Let’s go back to our command line, now on a fancy screen-based terminal, and play! Just like before, we can see what’s in our current directory with the “ls” command. Then, let’s go into our games directory by using the “cd” command, for “change directory”. Now, we can use our “ls” command again to see what games are installed on our computer. Sweet, we have Adventure! All we have to do to run this program is type its name. Until this application halts, or we quit it, it takes over the command line. What you’re seeing here is actual interaction from “Colossal Cave Adventure”, first developed by Will Crowther in 1976. In the game, players can type in one- or two-word commands to move around, interact with objects, pickup items and so on. The program acts as the narrator, describing locations, possible actions, and the results of those actions. Certain ones resulted in death! The original version only had 66 locations to explore, but it’s widely considered to be the first example of interactive fiction.

These text adventure games later became multiplayer, called MUDs or Multi-User Dungeons. And they’re the great-forbearers of the awesome graphical MMORPG’s (massive, multiplayer online role playing games) we enjoy today. And if you want to know more about the history of these and other games we’ve got a whole series on it hosted by Andre Meadows!

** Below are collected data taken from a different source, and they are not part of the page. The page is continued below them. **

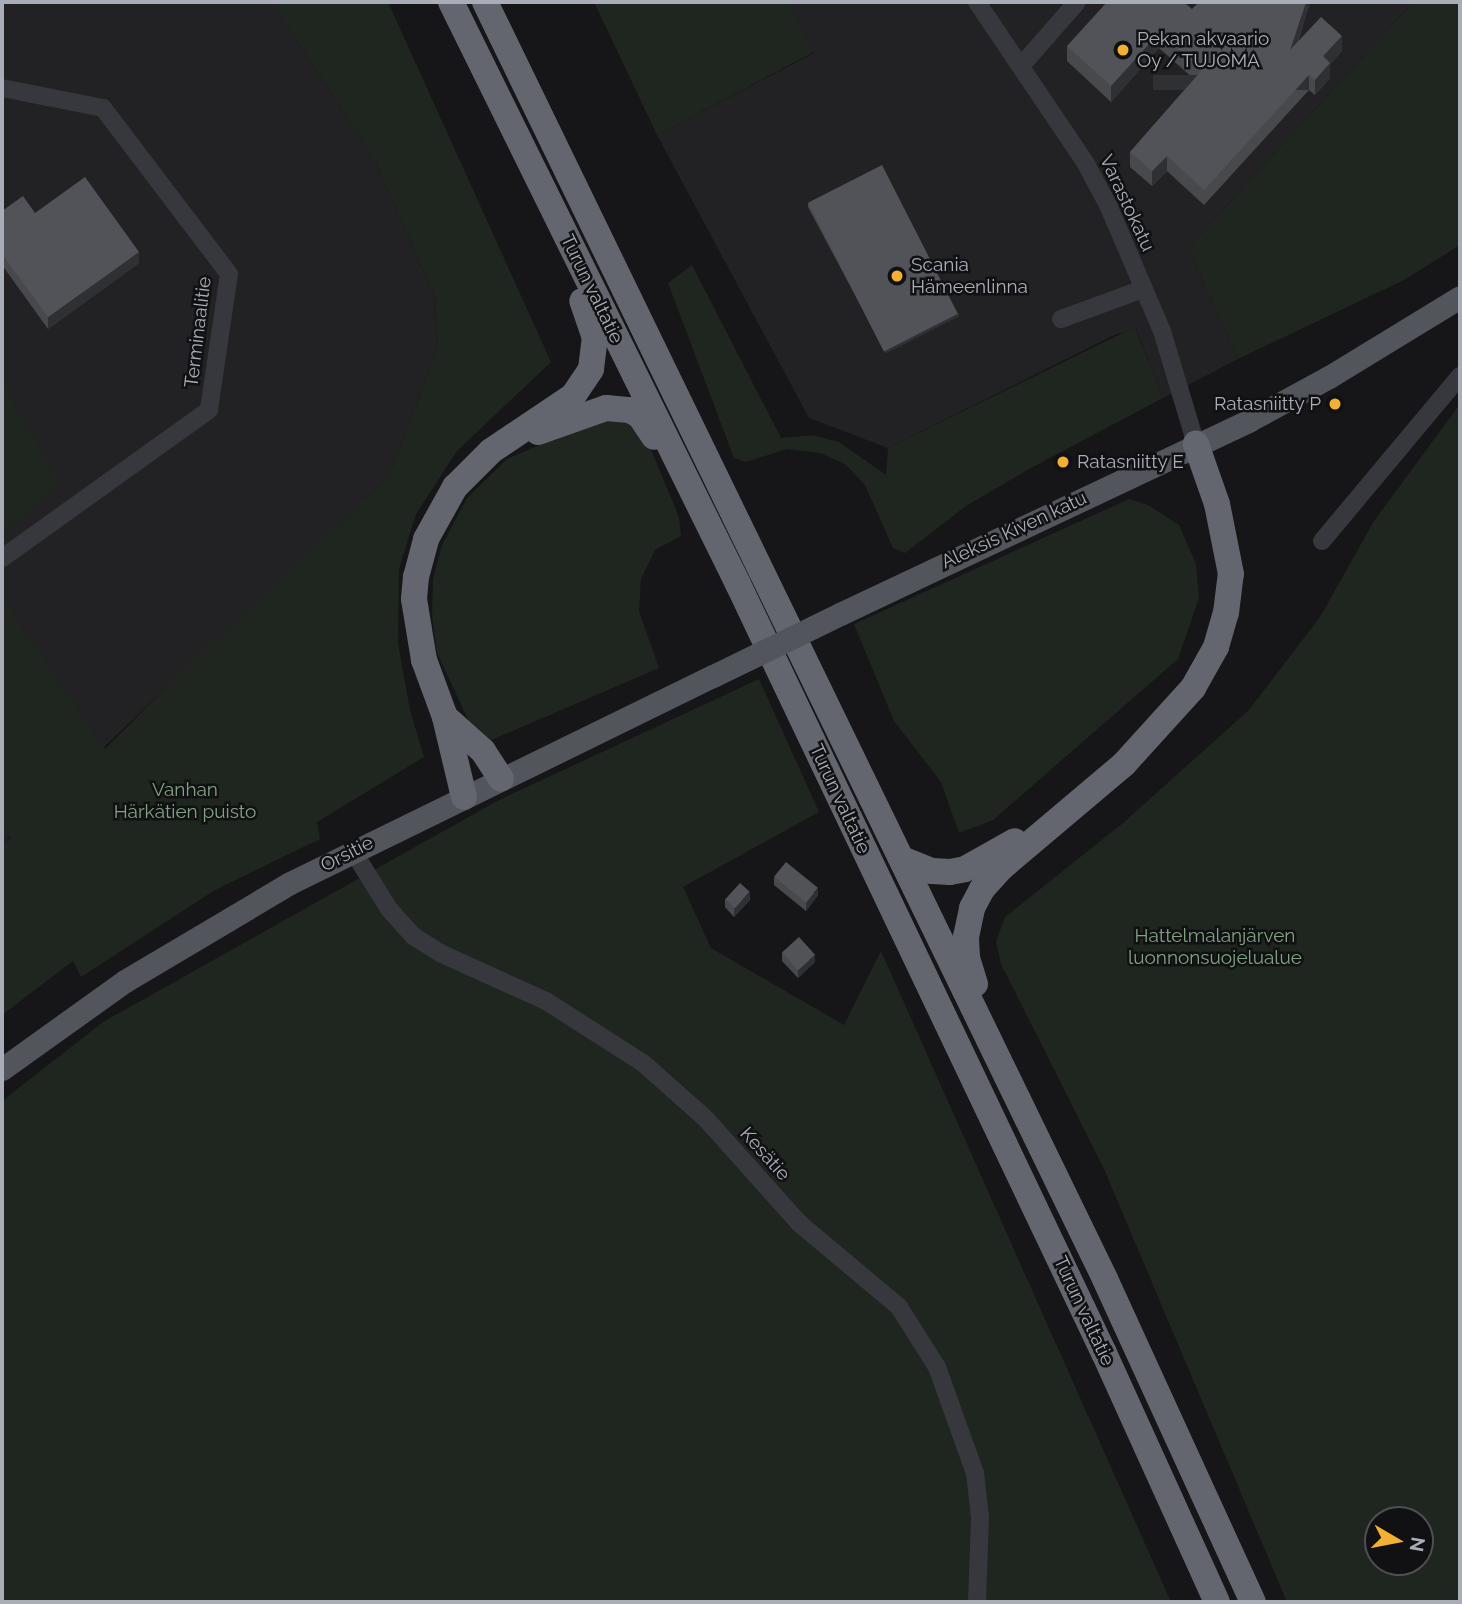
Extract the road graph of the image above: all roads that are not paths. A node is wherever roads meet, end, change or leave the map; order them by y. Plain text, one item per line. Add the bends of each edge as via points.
1 (451, 2) edge
2 (485, 2) edge
3 (977, 2) edge
4 (1077, 2) edge
5 (1021, 66) junction
6 (2, 88) edge
7 (1143, 289) junction
8 (1460, 297) edge
9 (1061, 319) dead end
10 (1460, 376) edge
11 (1196, 444) junction
12 (491, 451) junction
13 (1322, 541) dead end
14 (2, 558) edge
15 (738, 584) junction
16 (713, 676) joint
17 (445, 717) junction
18 (501, 779) junction
19 (464, 797) junction
20 (1062, 814) junction
21 (352, 851) junction
22 (902, 859) junction
23 (998, 1056) junction
24 (2, 1069) edge
25 (977, 1602) edge
26 (1217, 1602) edge
27 (1253, 1602) edge

1 - 12 highway via 494,121 583,302 595,338 592,369 573,396
1 - 15 highway, Turun valtatie
2 - 22 highway, Turun valtatie
3 - 5 street, Varastokatu
4 - 5 street
5 - 7 street, Varastokatu via 1085,162
6 - 14 street, Terminaalitie via 103,108 229,274 209,410
7 - 9 street
7 - 11 street, Varastokatu via 1162,331
8 - 11 main road, Aleksis Kiven katu via 1329,377
10 - 13 street
11 - 16 main road, Aleksis Kiven katu, bridge
11 - 20 highway via 1217,504 1231,574 1216,647 1193,688 1161,724 1124,764
12 - 15 highway via 606,408 630,410 640,416 662,448
12 - 17 highway via 463,478 442,509 426,539 416,577 414,599 421,647
15 - 26 highway, Turun valtatie via 1104,1353
16 - 18 main road, Orsitie
17 - 18 highway via 483,751
17 - 19 highway
18 - 19 main road, Orsitie
19 - 21 main road, Orsitie
20 - 22 highway via 965,869 937,873
20 - 23 highway via 982,889 967,924 967,957
21 - 24 main road, Orsitie via 125,981
21 - 25 street, Kesätie via 389,909 413,936 440,953 547,1001 643,1063 706,1119 799,1223 899,1307 936,1367 975,1473 980,1517
22 - 23 highway, Turun valtatie
23 - 27 highway, Turun valtatie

Command line interfaces, while simple, are very powerful. Computer programming is still very much a written task, and as such, command lines are a natural interface. For this reason, even today, most programmers use command line interfaces as part of their work. And they’re also the most common way to access computers that are far away, like a server in a different country. If you’re running Windows, macOS or Linux, your computer has a command line interface – one you may have never used. Check it out by typing “cmd” in your Windows search bar, or search for Terminal on Mac. Then install a copy of Zork and play on!

So, you can see how these early advancements still have an impact on computing today. Just imagine if your phone didn’t have a good ol’ fashioned QWERTY keyboard. It could take forever to type your Instagram captions. But, there’s still something missing from our discussion. All the sweet sweet graphics! That’s our topic for next week. See you soon.

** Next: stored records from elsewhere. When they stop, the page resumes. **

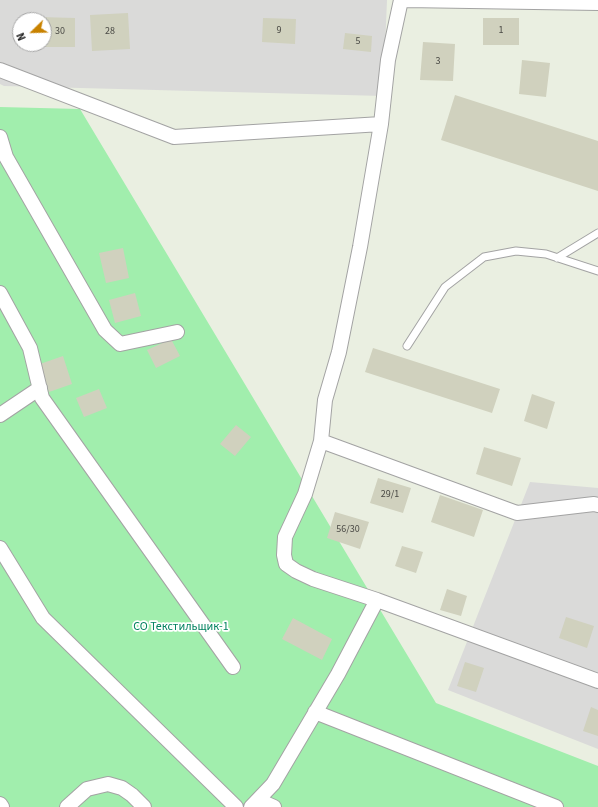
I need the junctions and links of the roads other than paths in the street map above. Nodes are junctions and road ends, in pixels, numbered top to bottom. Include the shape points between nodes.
1 (401, 0) edge
2 (406, 0) edge
3 (598, 3) edge
4 (0, 70) edge
5 (381, 124) junction
6 (0, 137) edge
7 (598, 233) edge
8 (558, 258) junction
9 (598, 271) edge
10 (0, 293) edge
11 (178, 332) dead end
12 (407, 346) dead end
13 (40, 388) junction
14 (0, 415) edge
15 (321, 441) junction
16 (598, 505) edge
17 (0, 548) edge
18 (377, 600) junction
19 (233, 667) dead end
20 (598, 681) edge
21 (315, 712) junction
22 (0, 804) edge
23 (254, 804) edge
24 (2, 807) edge
25 (67, 807) edge
26 (144, 807) edge
27 (236, 807) edge
28 (274, 807) edge
29 (556, 807) edge

1 - 5 street via 388,60
2 - 3 street
4 - 5 street via 174,137
5 - 15 street via 360,247 325,400
6 - 11 street via 6,157 105,330 120,344
7 - 8 lane
8 - 9 lane
8 - 12 lane via 516,251 484,257 445,287
10 - 13 street via 30,348
13 - 14 street
13 - 19 street via 42,398
15 - 16 street via 517,513
15 - 18 street via 305,494 285,536 286,564 313,579
17 - 27 street via 43,618
18 - 20 street
18 - 21 street
21 - 23 street via 273,784
21 - 29 street
22 - 24 street
23 - 28 street
25 - 26 street via 87,789 108,784 122,788

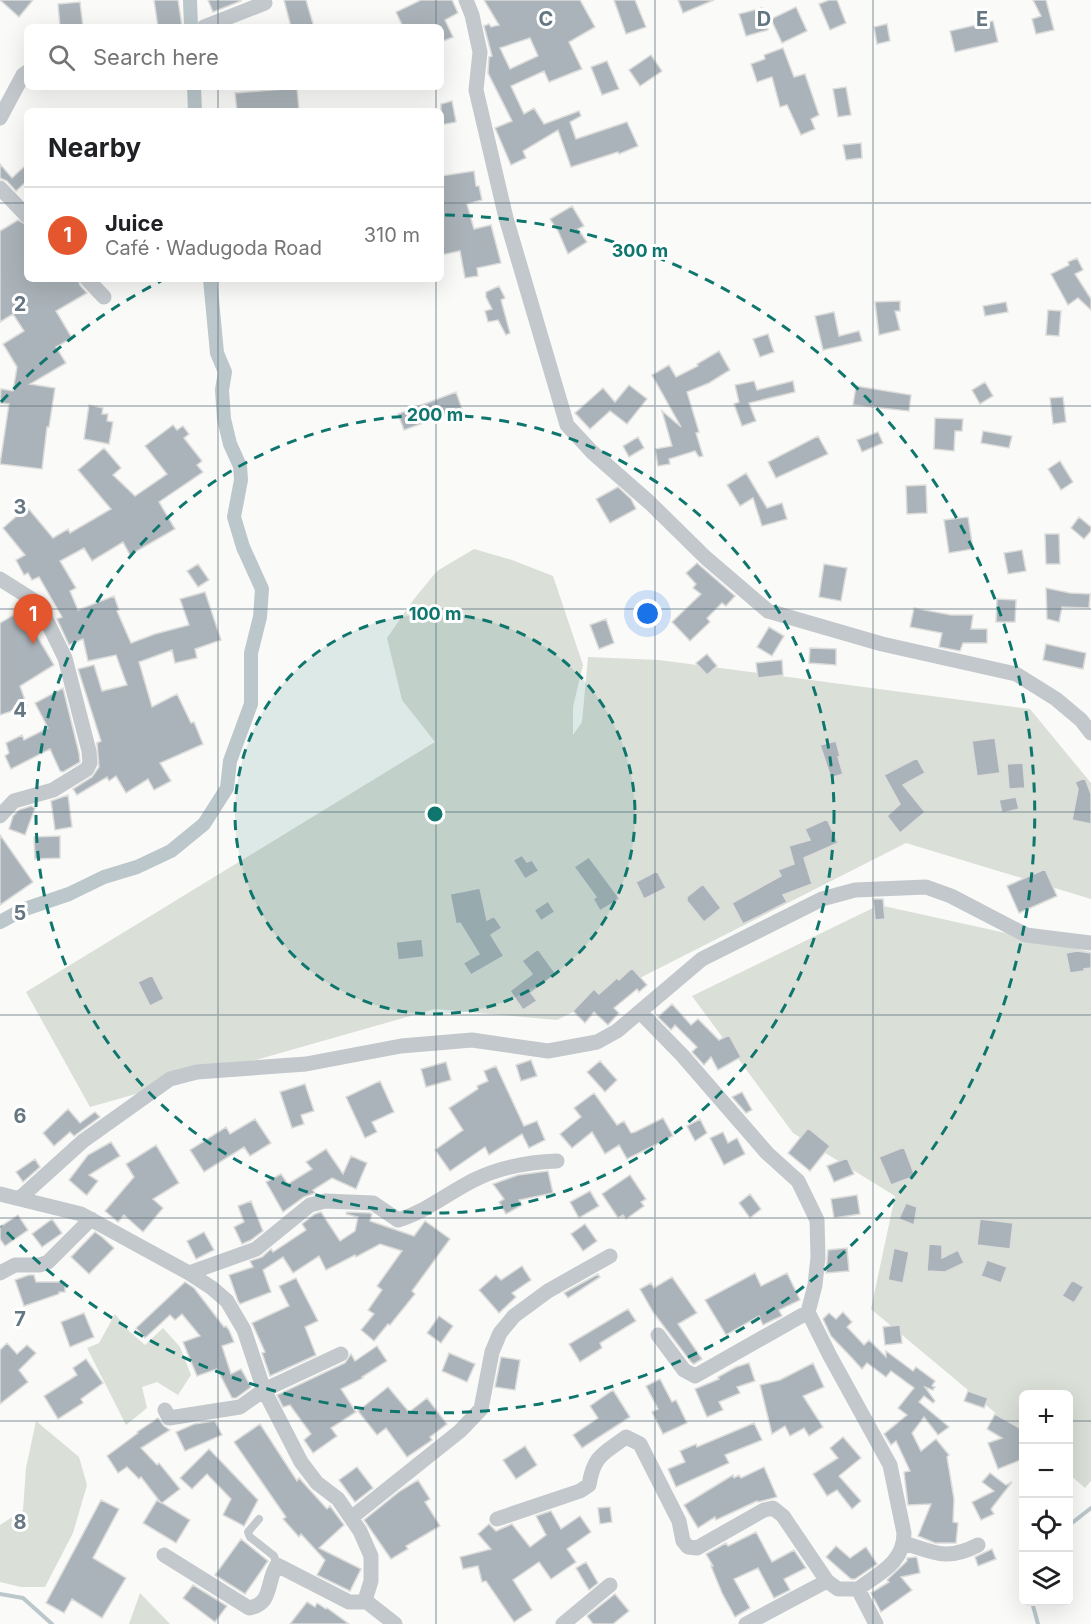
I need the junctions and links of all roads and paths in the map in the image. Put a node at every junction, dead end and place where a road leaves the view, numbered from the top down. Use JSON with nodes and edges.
{"nodes":[{"id":1,"x":466,"y":0,"type":"edge"},
{"id":2,"x":265,"y":3,"type":"dead end"},
{"id":3,"x":212,"y":24,"type":"edge"},
{"id":4,"x":24,"y":74,"type":"edge"},
{"id":5,"x":0,"y":118,"type":"edge"},
{"id":6,"x":0,"y":188,"type":"edge"},
{"id":7,"x":24,"y":213,"type":"edge"},
{"id":8,"x":90,"y":282,"type":"edge"},
{"id":9,"x":104,"y":297,"type":"dead end"},
{"id":10,"x":0,"y":579,"type":"edge"},
{"id":11,"x":1091,"y":733,"type":"edge"},
{"id":12,"x":0,"y":816,"type":"edge"},
{"id":13,"x":1091,"y":943,"type":"edge"},
{"id":14,"x":640,"y":1012,"type":"junction"},
{"id":15,"x":557,"y":1161,"type":"dead end"},
{"id":16,"x":0,"y":1194,"type":"edge"},
{"id":17,"x":20,"y":1198,"type":"junction"},
{"id":18,"x":91,"y":1219,"type":"junction"},
{"id":19,"x":610,"y":1256,"type":"dead end"},
{"id":20,"x":0,"y":1273,"type":"edge"},
{"id":21,"x":189,"y":1273,"type":"junction"},
{"id":22,"x":808,"y":1312,"type":"junction"},
{"id":23,"x":658,"y":1335,"type":"dead end"},
{"id":24,"x":341,"y":1354,"type":"dead end"},
{"id":25,"x":264,"y":1390,"type":"junction"},
{"id":26,"x":165,"y":1410,"type":"dead end"},
{"id":27,"x":351,"y":1518,"type":"junction"},
{"id":28,"x":259,"y":1519,"type":"dead end"},
{"id":29,"x":497,"y":1520,"type":"dead end"},
{"id":30,"x":904,"y":1543,"type":"junction"},
{"id":31,"x":978,"y":1545,"type":"dead end"},
{"id":32,"x":164,"y":1555,"type":"dead end"},
{"id":33,"x":277,"y":1565,"type":"junction"},
{"id":34,"x":827,"y":1581,"type":"junction"},
{"id":35,"x":610,"y":1585,"type":"dead end"},
{"id":36,"x":858,"y":1589,"type":"junction"},
{"id":37,"x":367,"y":1602,"type":"junction"},
{"id":38,"x":395,"y":1624,"type":"edge"},
{"id":39,"x":563,"y":1624,"type":"edge"},
{"id":40,"x":746,"y":1624,"type":"edge"},
{"id":41,"x":876,"y":1624,"type":"edge"}],
"edges":[{"from":1,"to":11,"type":"street"},
{"from":2,"to":3,"type":"street"},
{"from":4,"to":5,"type":"street"},
{"from":6,"to":7,"type":"street"},
{"from":8,"to":9,"type":"street"},
{"from":10,"to":12,"type":"street"},
{"from":13,"to":14,"type":"street"},
{"from":14,"to":17,"type":"street"},
{"from":14,"to":22,"type":"street"},
{"from":15,"to":21,"type":"street"},
{"from":16,"to":17,"type":"street"},
{"from":17,"to":18,"type":"street"},
{"from":18,"to":20,"type":"street"},
{"from":18,"to":21,"type":"street"},
{"from":19,"to":27,"type":"street"},
{"from":21,"to":25,"type":"street"},
{"from":22,"to":23,"type":"street"},
{"from":22,"to":30,"type":"street"},
{"from":24,"to":25,"type":"street"},
{"from":25,"to":26,"type":"street"},
{"from":25,"to":27,"type":"street"},
{"from":27,"to":37,"type":"street"},
{"from":28,"to":33,"type":"lane"},
{"from":29,"to":34,"type":"street"},
{"from":30,"to":31,"type":"street"},
{"from":30,"to":36,"type":"street"},
{"from":32,"to":33,"type":"street"},
{"from":33,"to":37,"type":"street"},
{"from":34,"to":36,"type":"street"},
{"from":34,"to":40,"type":"street"},
{"from":35,"to":39,"type":"street"},
{"from":36,"to":41,"type":"street"},
{"from":37,"to":38,"type":"street"}]}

Hey guys, before we go I wanted to tell you about a new show produced by Complexly and PBS Digital Studios called Eons. Eons is about exploring the history of life on earth all the way up to the most recent ice age and yes, dinosaurs. Check out the link in the description and subscribe. We hope you like it as much as we do. 

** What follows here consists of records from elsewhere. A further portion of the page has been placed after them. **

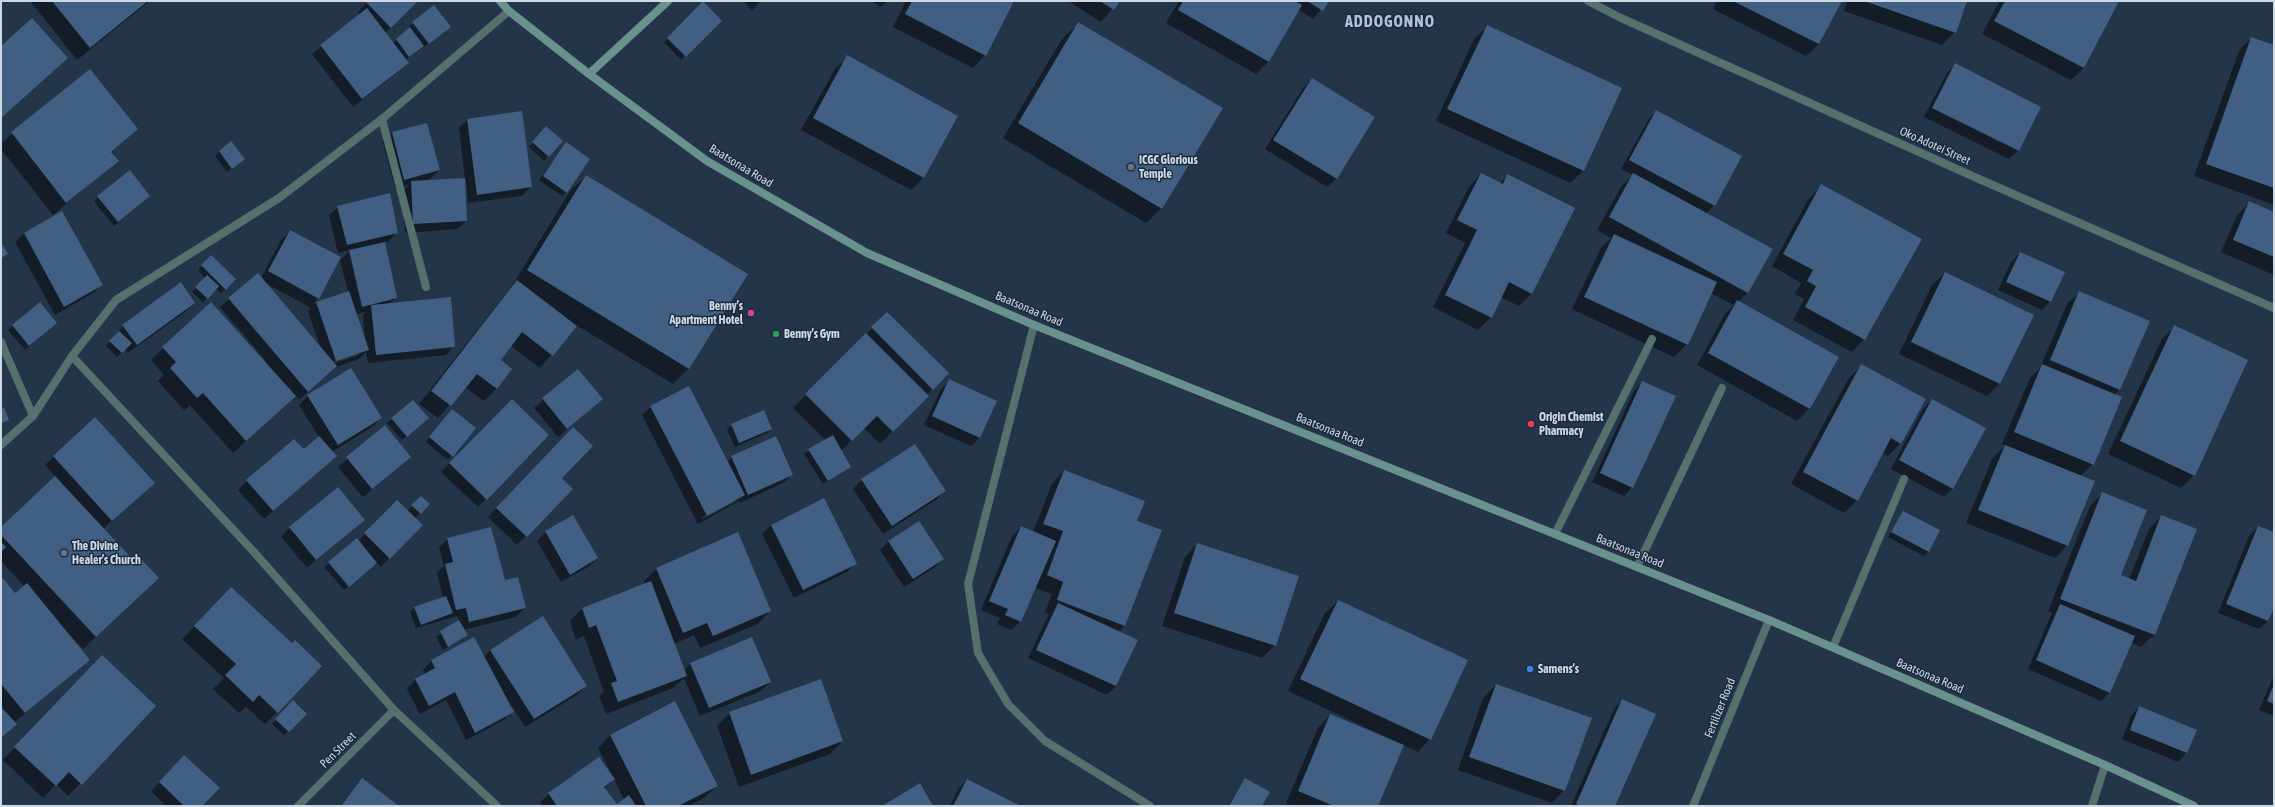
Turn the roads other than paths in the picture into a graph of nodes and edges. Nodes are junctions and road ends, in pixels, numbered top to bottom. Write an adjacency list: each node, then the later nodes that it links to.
1 (500, 1): 4 (street, Baatsonaa Road)
2 (668, 1): 5 (street)
3 (1588, 1): 8 (street, Oko Adotei Street)
4 (509, 11): 5 (street, Baatsonaa Road); 6 (street)
5 (590, 74): 9 (street, Baatsonaa Road)
6 (382, 119): 7 (street); 12 (street)
7 (426, 287)
8 (2274, 308)
9 (1034, 325): 17 (street, Baatsonaa Road); 25 (street)
10 (1652, 339): 17 (street)
11 (1, 342): 14 (street)
12 (72, 356): 14 (street); 21 (street)
13 (1722, 388): 18 (street)
14 (33, 416): 15 (street)
15 (1, 445)
16 (1904, 479): 20 (street)
17 (1555, 534): 18 (street, Baatsonaa Road)
18 (1637, 566): 19 (street, Baatsonaa Road)
19 (1769, 620): 20 (street, Baatsonaa Road); 26 (street, Fertilizer Road)
20 (1833, 648): 22 (street, Baatsonaa Road)
21 (394, 710): 23 (street, Pen Street); 24 (street)
22 (2105, 765): 27 (street); 28 (street, Baatsonaa Road)
23 (298, 806)
24 (497, 806)
25 (1150, 806)
26 (1693, 806)
27 (2092, 806)
28 (2194, 806)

Crash Course Computer Science is produced in association with PBS Digital Studios. At their channel you can check out a playlist of shows like Brain Craft, Coma Niddy, and PBS Infinite Series.  This episode was filmed at the Chad and Stacy Emigholz Studio in Indianapolis, Indiana and it was made with the help of all of these nice people and our wonderful graphics team Thought Cafe. Thanks for the random access memories, I'll see you next time.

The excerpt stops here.